START RECORD EXTRACTS
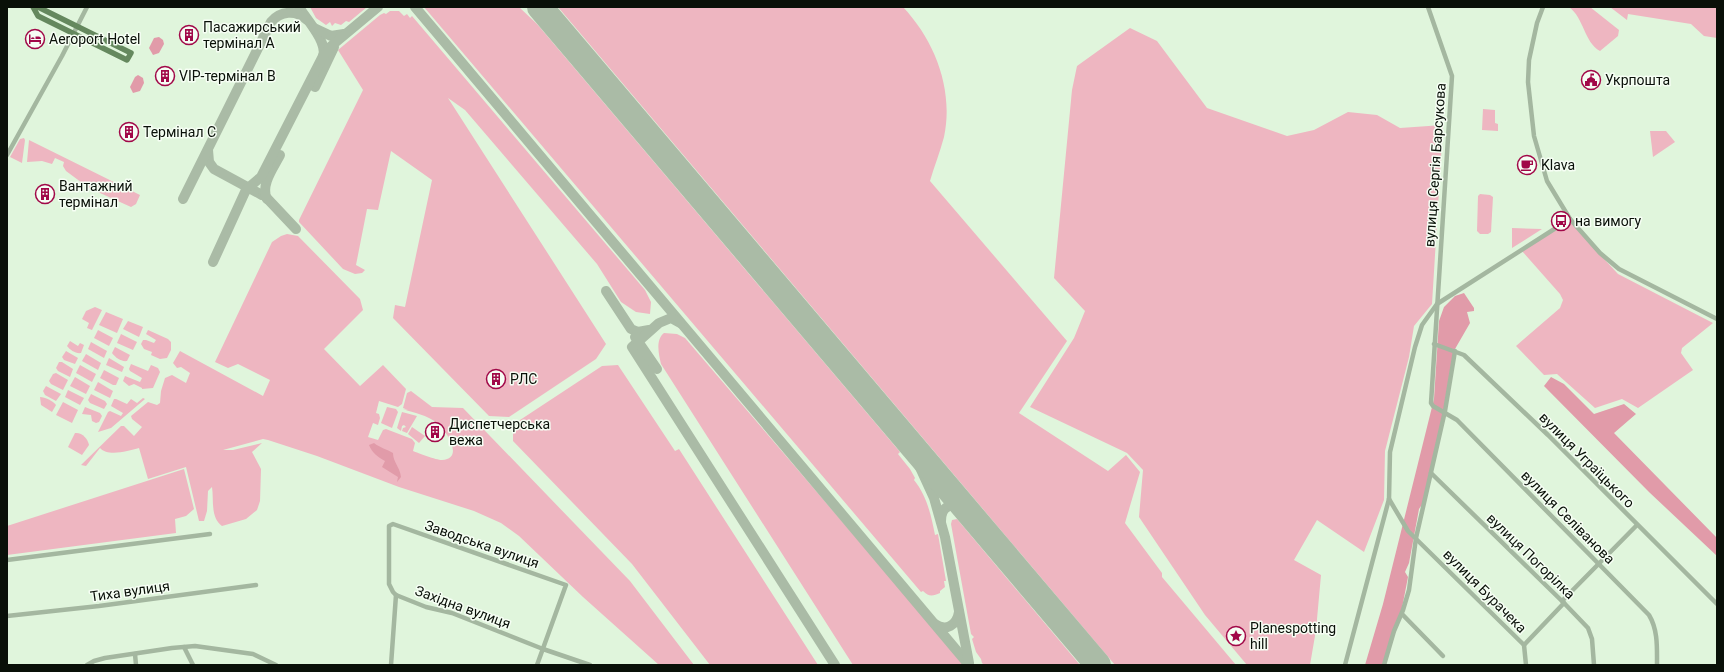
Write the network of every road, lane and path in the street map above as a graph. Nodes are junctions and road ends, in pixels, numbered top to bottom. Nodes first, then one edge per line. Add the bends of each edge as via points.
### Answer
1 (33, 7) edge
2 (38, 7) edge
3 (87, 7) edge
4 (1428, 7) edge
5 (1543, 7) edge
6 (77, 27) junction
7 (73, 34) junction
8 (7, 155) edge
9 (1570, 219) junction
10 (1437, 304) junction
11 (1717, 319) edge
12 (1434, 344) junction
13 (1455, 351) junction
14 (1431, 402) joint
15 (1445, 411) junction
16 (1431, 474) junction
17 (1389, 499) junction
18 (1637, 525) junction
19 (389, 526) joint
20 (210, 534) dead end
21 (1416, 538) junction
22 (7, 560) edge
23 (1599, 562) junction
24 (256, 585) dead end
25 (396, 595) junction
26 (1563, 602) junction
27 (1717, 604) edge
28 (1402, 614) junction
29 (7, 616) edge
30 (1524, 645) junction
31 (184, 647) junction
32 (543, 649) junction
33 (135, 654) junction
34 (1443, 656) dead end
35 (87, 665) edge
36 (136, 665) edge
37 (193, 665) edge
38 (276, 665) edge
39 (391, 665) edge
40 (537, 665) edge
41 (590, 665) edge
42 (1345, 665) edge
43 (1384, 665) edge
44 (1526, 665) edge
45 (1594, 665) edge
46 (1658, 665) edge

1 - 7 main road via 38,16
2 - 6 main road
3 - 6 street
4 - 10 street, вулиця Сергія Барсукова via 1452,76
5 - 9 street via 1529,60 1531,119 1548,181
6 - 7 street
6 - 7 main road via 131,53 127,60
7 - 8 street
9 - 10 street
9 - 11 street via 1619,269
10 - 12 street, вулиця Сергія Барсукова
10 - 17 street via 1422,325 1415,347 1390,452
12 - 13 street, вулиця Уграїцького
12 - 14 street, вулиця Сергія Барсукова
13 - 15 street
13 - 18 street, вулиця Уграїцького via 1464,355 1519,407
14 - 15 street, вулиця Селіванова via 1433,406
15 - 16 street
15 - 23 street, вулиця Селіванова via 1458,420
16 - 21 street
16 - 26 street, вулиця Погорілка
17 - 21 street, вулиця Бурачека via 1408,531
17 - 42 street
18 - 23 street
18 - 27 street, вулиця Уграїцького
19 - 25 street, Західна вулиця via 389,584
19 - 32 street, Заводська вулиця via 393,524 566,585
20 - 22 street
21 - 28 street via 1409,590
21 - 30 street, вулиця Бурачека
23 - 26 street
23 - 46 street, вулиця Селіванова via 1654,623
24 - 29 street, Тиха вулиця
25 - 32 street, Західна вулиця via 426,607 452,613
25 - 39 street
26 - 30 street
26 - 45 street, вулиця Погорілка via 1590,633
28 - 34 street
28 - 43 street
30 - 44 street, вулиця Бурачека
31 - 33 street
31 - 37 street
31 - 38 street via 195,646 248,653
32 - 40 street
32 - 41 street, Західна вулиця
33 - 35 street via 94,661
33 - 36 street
END RECORD EXTRACTS
> PROBLEM:
Set down every record above exactly as it stands, but skip the pictures.

> SOLUTION TO THIS TASK:
Write the network of every road, lane and path in the street map above as a graph. Nodes are junctions and road ends, in pixels, numbered top to bottom. Nodes first, then one edge per line. Add the bends of each edge as via points.
### Answer
1 (33, 7) edge
2 (38, 7) edge
3 (87, 7) edge
4 (1428, 7) edge
5 (1543, 7) edge
6 (77, 27) junction
7 (73, 34) junction
8 (7, 155) edge
9 (1570, 219) junction
10 (1437, 304) junction
11 (1717, 319) edge
12 (1434, 344) junction
13 (1455, 351) junction
14 (1431, 402) joint
15 (1445, 411) junction
16 (1431, 474) junction
17 (1389, 499) junction
18 (1637, 525) junction
19 (389, 526) joint
20 (210, 534) dead end
21 (1416, 538) junction
22 (7, 560) edge
23 (1599, 562) junction
24 (256, 585) dead end
25 (396, 595) junction
26 (1563, 602) junction
27 (1717, 604) edge
28 (1402, 614) junction
29 (7, 616) edge
30 (1524, 645) junction
31 (184, 647) junction
32 (543, 649) junction
33 (135, 654) junction
34 (1443, 656) dead end
35 (87, 665) edge
36 (136, 665) edge
37 (193, 665) edge
38 (276, 665) edge
39 (391, 665) edge
40 (537, 665) edge
41 (590, 665) edge
42 (1345, 665) edge
43 (1384, 665) edge
44 (1526, 665) edge
45 (1594, 665) edge
46 (1658, 665) edge

1 - 7 main road via 38,16
2 - 6 main road
3 - 6 street
4 - 10 street, вулиця Сергія Барсукова via 1452,76
5 - 9 street via 1529,60 1531,119 1548,181
6 - 7 street
6 - 7 main road via 131,53 127,60
7 - 8 street
9 - 10 street
9 - 11 street via 1619,269
10 - 12 street, вулиця Сергія Барсукова
10 - 17 street via 1422,325 1415,347 1390,452
12 - 13 street, вулиця Уграїцького
12 - 14 street, вулиця Сергія Барсукова
13 - 15 street
13 - 18 street, вулиця Уграїцького via 1464,355 1519,407
14 - 15 street, вулиця Селіванова via 1433,406
15 - 16 street
15 - 23 street, вулиця Селіванова via 1458,420
16 - 21 street
16 - 26 street, вулиця Погорілка
17 - 21 street, вулиця Бурачека via 1408,531
17 - 42 street
18 - 23 street
18 - 27 street, вулиця Уграїцького
19 - 25 street, Західна вулиця via 389,584
19 - 32 street, Заводська вулиця via 393,524 566,585
20 - 22 street
21 - 28 street via 1409,590
21 - 30 street, вулиця Бурачека
23 - 26 street
23 - 46 street, вулиця Селіванова via 1654,623
24 - 29 street, Тиха вулиця
25 - 32 street, Західна вулиця via 426,607 452,613
25 - 39 street
26 - 30 street
26 - 45 street, вулиця Погорілка via 1590,633
28 - 34 street
28 - 43 street
30 - 44 street, вулиця Бурачека
31 - 33 street
31 - 37 street
31 - 38 street via 195,646 248,653
32 - 40 street
32 - 41 street, Західна вулиця
33 - 35 street via 94,661
33 - 36 street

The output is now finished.